DATA TO PROCESS —

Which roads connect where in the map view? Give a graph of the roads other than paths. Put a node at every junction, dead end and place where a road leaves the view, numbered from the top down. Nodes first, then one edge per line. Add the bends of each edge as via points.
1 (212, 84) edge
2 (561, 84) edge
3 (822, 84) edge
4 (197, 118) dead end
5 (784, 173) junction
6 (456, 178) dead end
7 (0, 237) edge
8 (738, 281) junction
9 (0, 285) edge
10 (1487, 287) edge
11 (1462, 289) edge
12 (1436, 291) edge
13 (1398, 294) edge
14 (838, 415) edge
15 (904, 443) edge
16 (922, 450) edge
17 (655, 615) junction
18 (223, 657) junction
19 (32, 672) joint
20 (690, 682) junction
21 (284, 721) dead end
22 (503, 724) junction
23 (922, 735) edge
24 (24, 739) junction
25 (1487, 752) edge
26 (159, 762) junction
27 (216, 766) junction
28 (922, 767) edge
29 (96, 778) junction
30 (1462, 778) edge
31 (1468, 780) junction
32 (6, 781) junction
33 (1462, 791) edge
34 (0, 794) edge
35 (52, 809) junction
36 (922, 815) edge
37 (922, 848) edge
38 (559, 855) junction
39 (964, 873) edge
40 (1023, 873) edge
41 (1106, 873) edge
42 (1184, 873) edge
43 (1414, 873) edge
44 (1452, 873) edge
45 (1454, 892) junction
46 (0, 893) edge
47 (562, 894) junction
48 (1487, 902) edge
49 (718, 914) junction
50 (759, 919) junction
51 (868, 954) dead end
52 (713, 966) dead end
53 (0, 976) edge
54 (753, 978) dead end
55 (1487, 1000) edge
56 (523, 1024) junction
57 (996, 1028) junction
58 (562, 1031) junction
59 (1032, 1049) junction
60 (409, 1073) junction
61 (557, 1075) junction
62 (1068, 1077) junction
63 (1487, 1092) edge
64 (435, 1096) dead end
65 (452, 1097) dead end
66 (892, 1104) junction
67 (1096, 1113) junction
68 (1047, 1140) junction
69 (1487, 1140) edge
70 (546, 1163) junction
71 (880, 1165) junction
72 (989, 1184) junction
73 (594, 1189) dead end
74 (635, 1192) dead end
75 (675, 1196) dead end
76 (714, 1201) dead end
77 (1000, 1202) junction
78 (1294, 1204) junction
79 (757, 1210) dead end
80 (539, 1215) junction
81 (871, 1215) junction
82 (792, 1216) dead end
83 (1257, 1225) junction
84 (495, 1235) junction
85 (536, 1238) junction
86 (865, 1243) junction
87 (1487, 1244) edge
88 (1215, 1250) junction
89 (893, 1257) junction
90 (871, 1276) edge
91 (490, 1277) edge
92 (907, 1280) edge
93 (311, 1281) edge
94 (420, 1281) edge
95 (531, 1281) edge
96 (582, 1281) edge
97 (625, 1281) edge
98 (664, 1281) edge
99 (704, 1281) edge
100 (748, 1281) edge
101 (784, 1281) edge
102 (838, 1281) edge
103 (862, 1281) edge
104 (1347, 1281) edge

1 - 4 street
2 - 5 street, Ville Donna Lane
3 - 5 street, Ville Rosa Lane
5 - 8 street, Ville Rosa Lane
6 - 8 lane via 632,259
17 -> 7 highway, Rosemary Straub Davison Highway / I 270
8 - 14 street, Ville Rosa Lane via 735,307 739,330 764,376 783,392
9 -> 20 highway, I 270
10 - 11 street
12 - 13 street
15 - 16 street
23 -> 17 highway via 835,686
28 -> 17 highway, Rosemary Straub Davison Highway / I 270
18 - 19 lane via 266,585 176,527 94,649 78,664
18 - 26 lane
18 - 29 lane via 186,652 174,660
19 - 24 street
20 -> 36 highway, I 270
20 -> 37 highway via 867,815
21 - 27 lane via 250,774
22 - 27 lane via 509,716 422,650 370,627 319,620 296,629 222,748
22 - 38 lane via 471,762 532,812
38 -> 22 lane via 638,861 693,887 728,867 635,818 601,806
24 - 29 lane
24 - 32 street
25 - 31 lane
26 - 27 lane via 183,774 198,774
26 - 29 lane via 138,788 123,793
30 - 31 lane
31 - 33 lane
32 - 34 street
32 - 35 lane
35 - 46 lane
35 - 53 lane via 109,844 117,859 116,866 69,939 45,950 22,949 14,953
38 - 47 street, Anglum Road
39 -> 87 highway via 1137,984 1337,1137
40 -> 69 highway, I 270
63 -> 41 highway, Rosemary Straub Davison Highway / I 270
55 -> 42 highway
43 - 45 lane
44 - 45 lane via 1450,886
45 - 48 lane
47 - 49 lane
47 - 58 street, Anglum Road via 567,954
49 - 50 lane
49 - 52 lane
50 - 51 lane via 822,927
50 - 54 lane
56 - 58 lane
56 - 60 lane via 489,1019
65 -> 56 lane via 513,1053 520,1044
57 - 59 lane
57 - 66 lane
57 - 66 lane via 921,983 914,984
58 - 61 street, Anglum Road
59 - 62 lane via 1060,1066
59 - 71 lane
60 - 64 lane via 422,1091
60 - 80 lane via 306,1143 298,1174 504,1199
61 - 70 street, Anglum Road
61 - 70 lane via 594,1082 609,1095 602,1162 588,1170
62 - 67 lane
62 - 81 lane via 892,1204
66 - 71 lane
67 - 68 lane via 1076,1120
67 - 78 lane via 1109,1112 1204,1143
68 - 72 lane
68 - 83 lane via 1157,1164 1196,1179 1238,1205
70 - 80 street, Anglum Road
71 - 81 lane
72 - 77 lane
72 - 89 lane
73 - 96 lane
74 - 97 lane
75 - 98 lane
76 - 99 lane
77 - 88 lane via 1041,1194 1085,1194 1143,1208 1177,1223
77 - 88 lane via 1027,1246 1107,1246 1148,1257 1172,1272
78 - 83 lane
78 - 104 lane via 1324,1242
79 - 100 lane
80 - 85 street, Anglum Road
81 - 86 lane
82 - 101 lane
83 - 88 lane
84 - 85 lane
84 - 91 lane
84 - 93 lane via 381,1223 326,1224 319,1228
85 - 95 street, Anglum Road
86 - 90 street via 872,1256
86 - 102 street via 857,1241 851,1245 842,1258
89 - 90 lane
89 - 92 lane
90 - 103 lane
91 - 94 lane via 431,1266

WHAT IS BEING ASKED —
Read the data above and pull out each line that holds the string "Rosa".

RESULT FOR THIS TASK —
3 - 5 street, Ville Rosa Lane
5 - 8 street, Ville Rosa Lane
8 - 14 street, Ville Rosa Lane via 735,307 739,330 764,376 783,392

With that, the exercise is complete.